Task to complete ->
The number of lines holding "where" is all you should give; count them in the records below.
**** Records to process
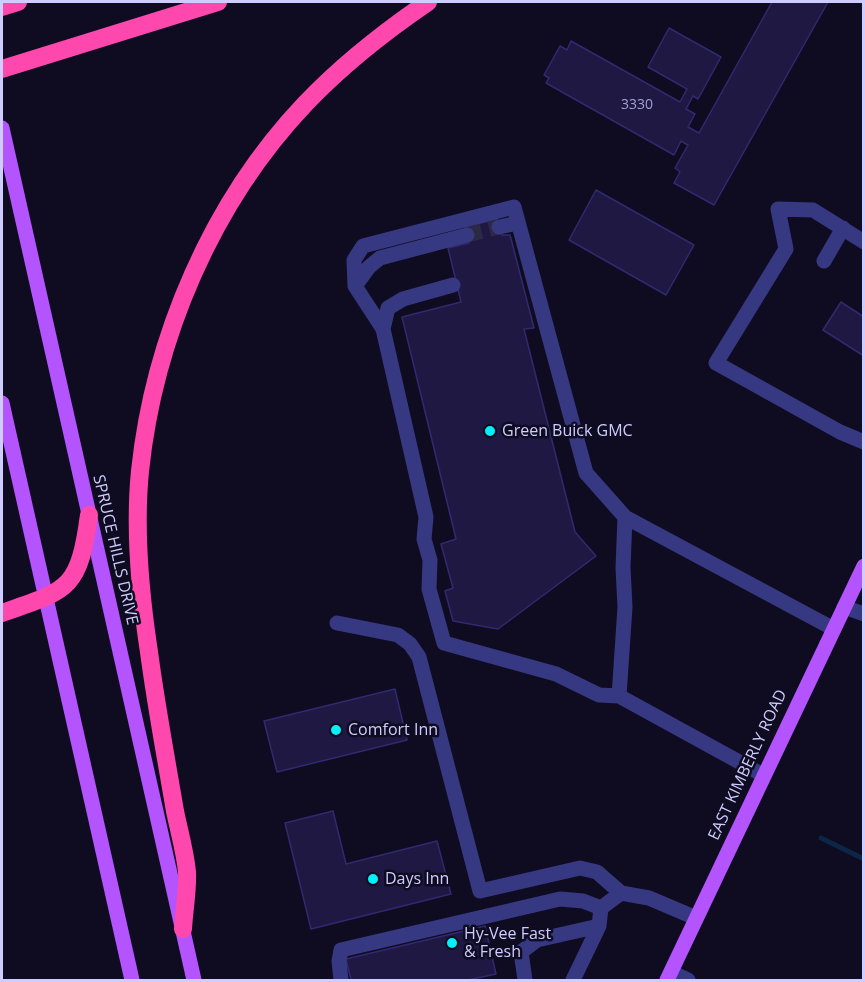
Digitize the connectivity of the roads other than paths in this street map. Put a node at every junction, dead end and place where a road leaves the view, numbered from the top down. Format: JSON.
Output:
********
**** Records to process
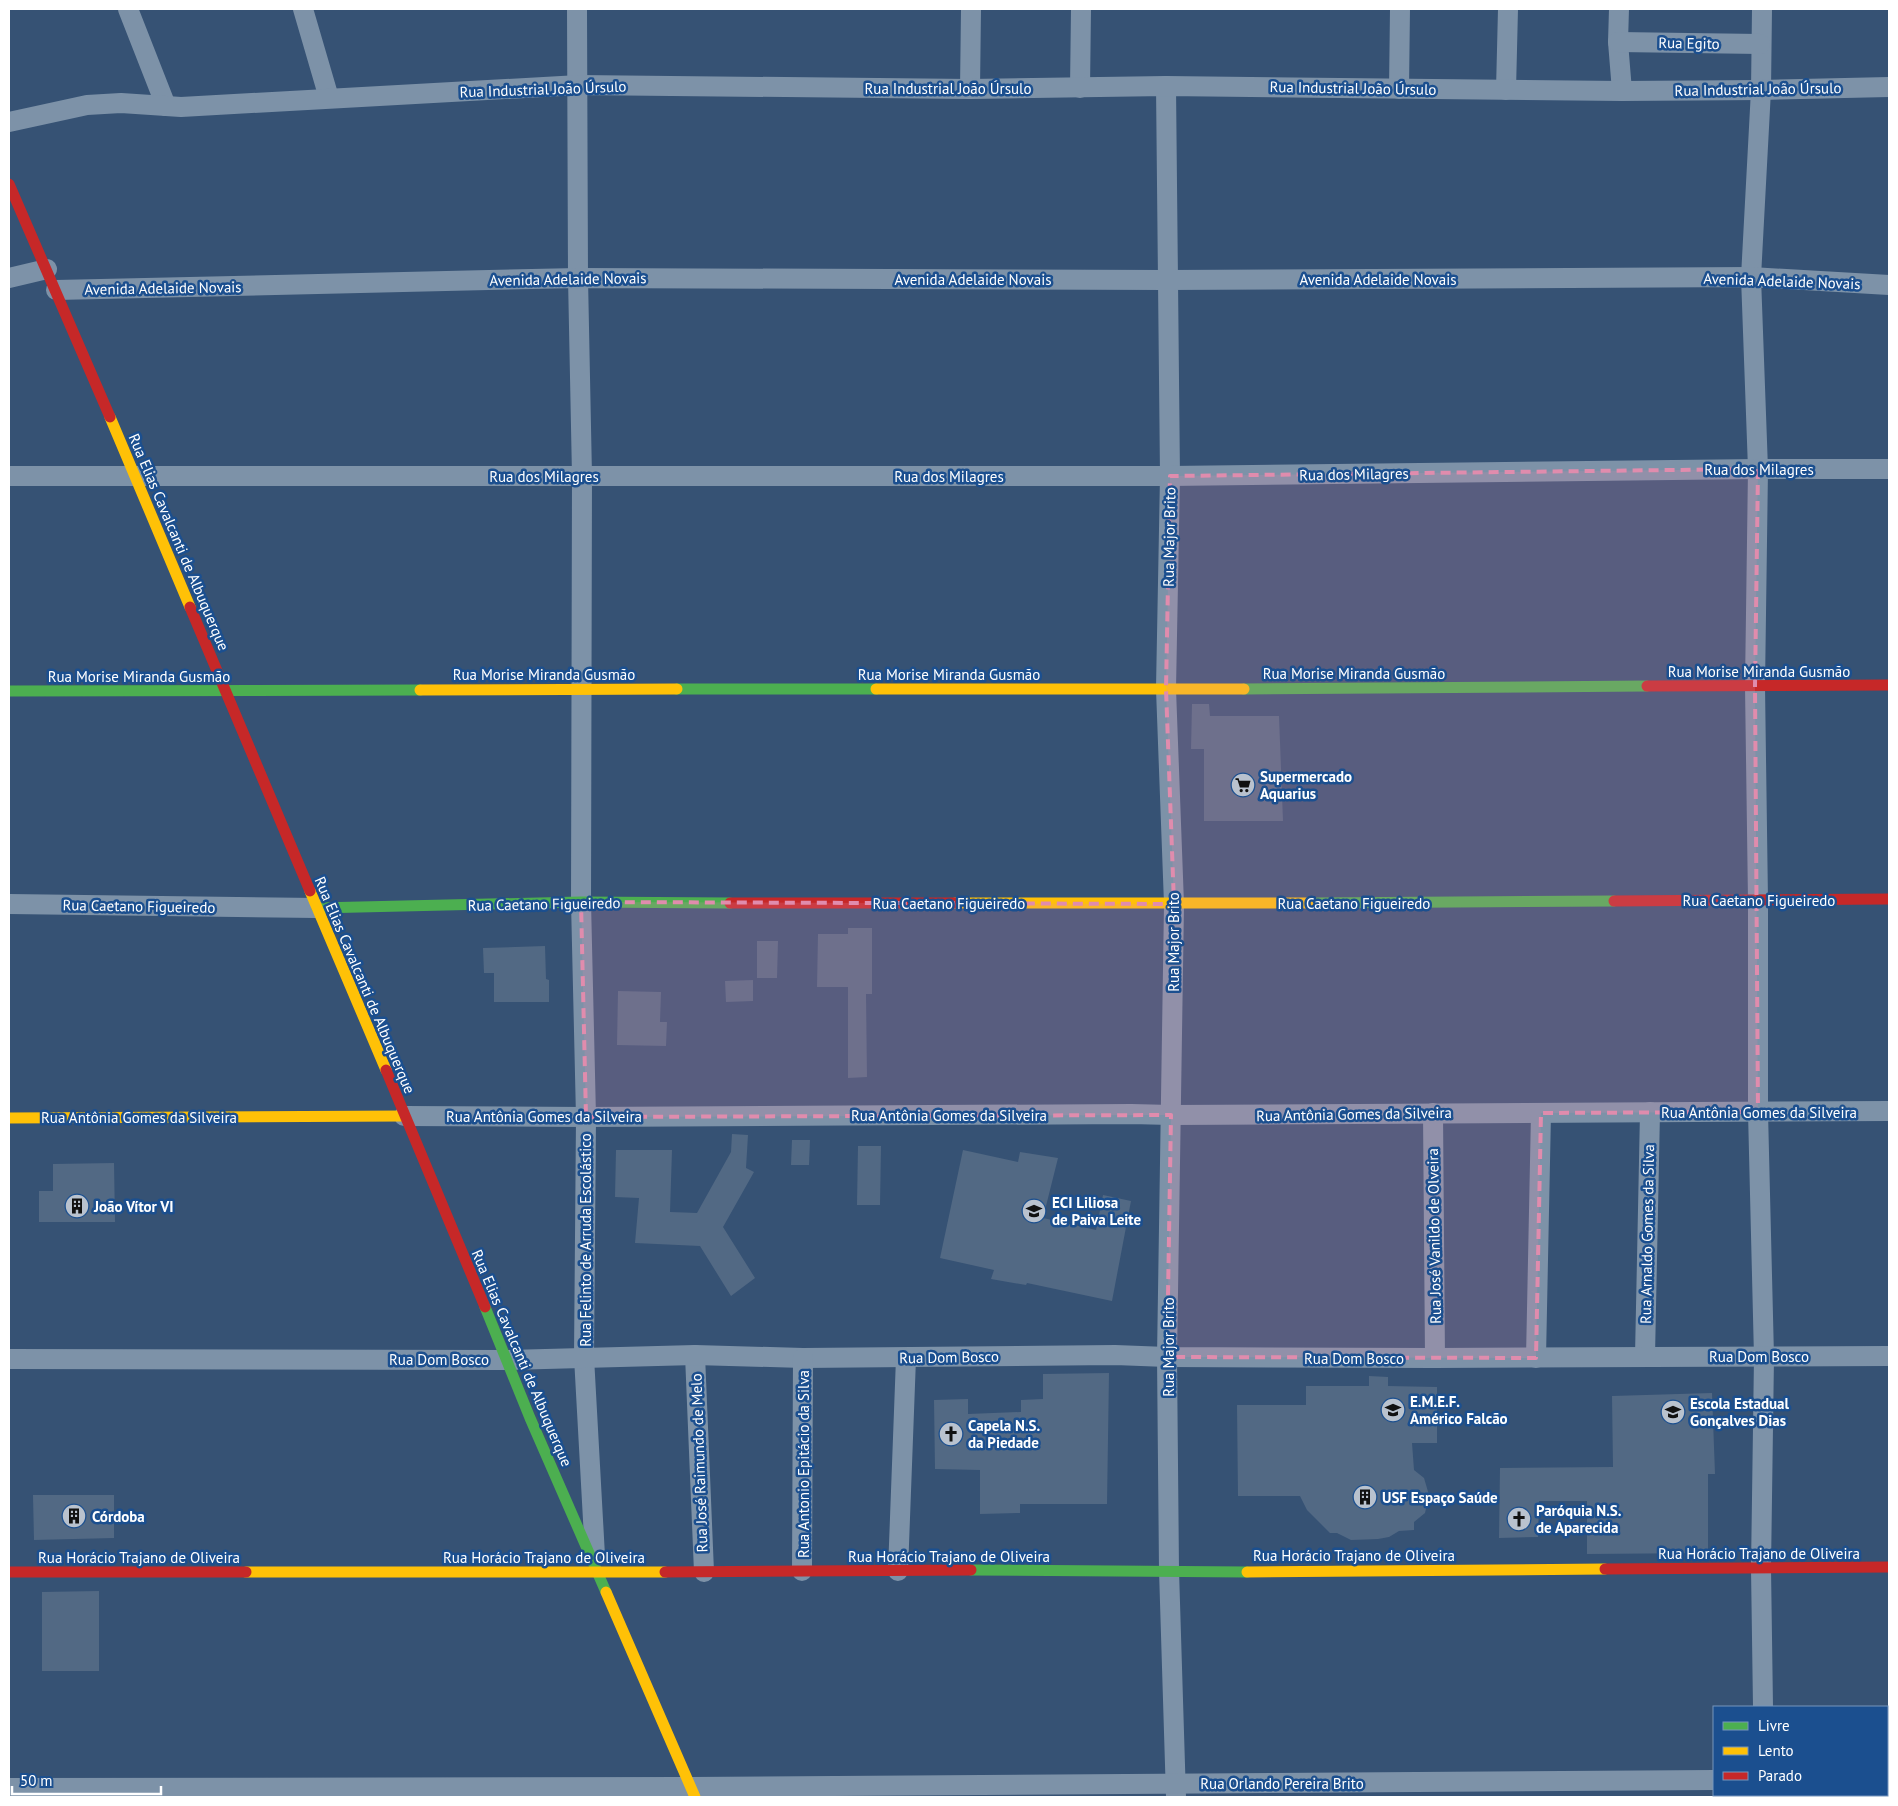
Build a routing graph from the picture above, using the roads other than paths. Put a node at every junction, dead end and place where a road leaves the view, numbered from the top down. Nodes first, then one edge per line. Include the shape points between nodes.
********
Finished task ->
2